Diagnostics (Basel) ; 11(5)2021 May 17.
Artigo em Inglês | MEDLINE | ID: mdl-34067937

RESUMO

Detecting COVID-19 at an early stage is essential to reduce the mortality risk of the patients. In this study, a cascaded system is proposed to segment the lung, detect, localize, and quantify COVID-19 infections from computed tomography images. An extensive set of experiments were performed using Encoder-Decoder Convolutional Neural Networks (ED-CNNs), UNet, and Feature Pyramid Network (FPN), with different backbone (encoder) structures using the variants of DenseNet and ResNet. The conducted experiments for lung region segmentation showed a Dice Similarity Coefficient (DSC) of 97.19% and Intersection over Union (IoU) of 95.10% using U-Net model with the DenseNet 161 encoder. Furthermore, the proposed system achieved an elegant performance for COVID-19 infection segmentation with a DSC of 94.13% and IoU of 91.85% using the FPN with DenseNet201 encoder. The proposed system can reliably localize infections of various shapes and sizes, especially small infection regions, which are rarely considered in recent studies.

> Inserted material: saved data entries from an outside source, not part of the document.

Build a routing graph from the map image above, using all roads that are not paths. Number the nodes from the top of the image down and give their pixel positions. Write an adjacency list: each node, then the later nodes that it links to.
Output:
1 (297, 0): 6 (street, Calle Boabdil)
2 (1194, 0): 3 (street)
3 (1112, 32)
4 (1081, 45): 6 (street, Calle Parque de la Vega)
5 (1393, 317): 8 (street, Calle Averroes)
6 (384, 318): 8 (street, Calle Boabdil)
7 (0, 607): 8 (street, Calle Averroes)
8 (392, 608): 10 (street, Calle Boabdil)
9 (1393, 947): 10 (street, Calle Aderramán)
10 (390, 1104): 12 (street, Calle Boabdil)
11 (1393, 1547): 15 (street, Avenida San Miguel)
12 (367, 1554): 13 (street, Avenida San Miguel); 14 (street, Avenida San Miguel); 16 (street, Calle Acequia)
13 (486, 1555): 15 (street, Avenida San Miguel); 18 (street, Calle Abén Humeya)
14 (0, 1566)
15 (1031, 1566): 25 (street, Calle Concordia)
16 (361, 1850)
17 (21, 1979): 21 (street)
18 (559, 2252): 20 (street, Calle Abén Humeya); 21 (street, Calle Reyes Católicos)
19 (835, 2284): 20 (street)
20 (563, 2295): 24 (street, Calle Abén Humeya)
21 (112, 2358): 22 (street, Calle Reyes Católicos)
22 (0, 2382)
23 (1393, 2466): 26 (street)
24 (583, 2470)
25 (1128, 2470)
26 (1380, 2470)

Moreover, the proposed system achieved high COVID-19 detection performance with 99.64% sensitivity and 98.72% specificity. Finally, the system was able to discriminate between different severity levels of COVID-19 infection over a dataset of 1110 subjects with sensitivity values of 98.3%, 71.2%, 77.8%, and 100% for mild, moderate, severe, and critical, respectively.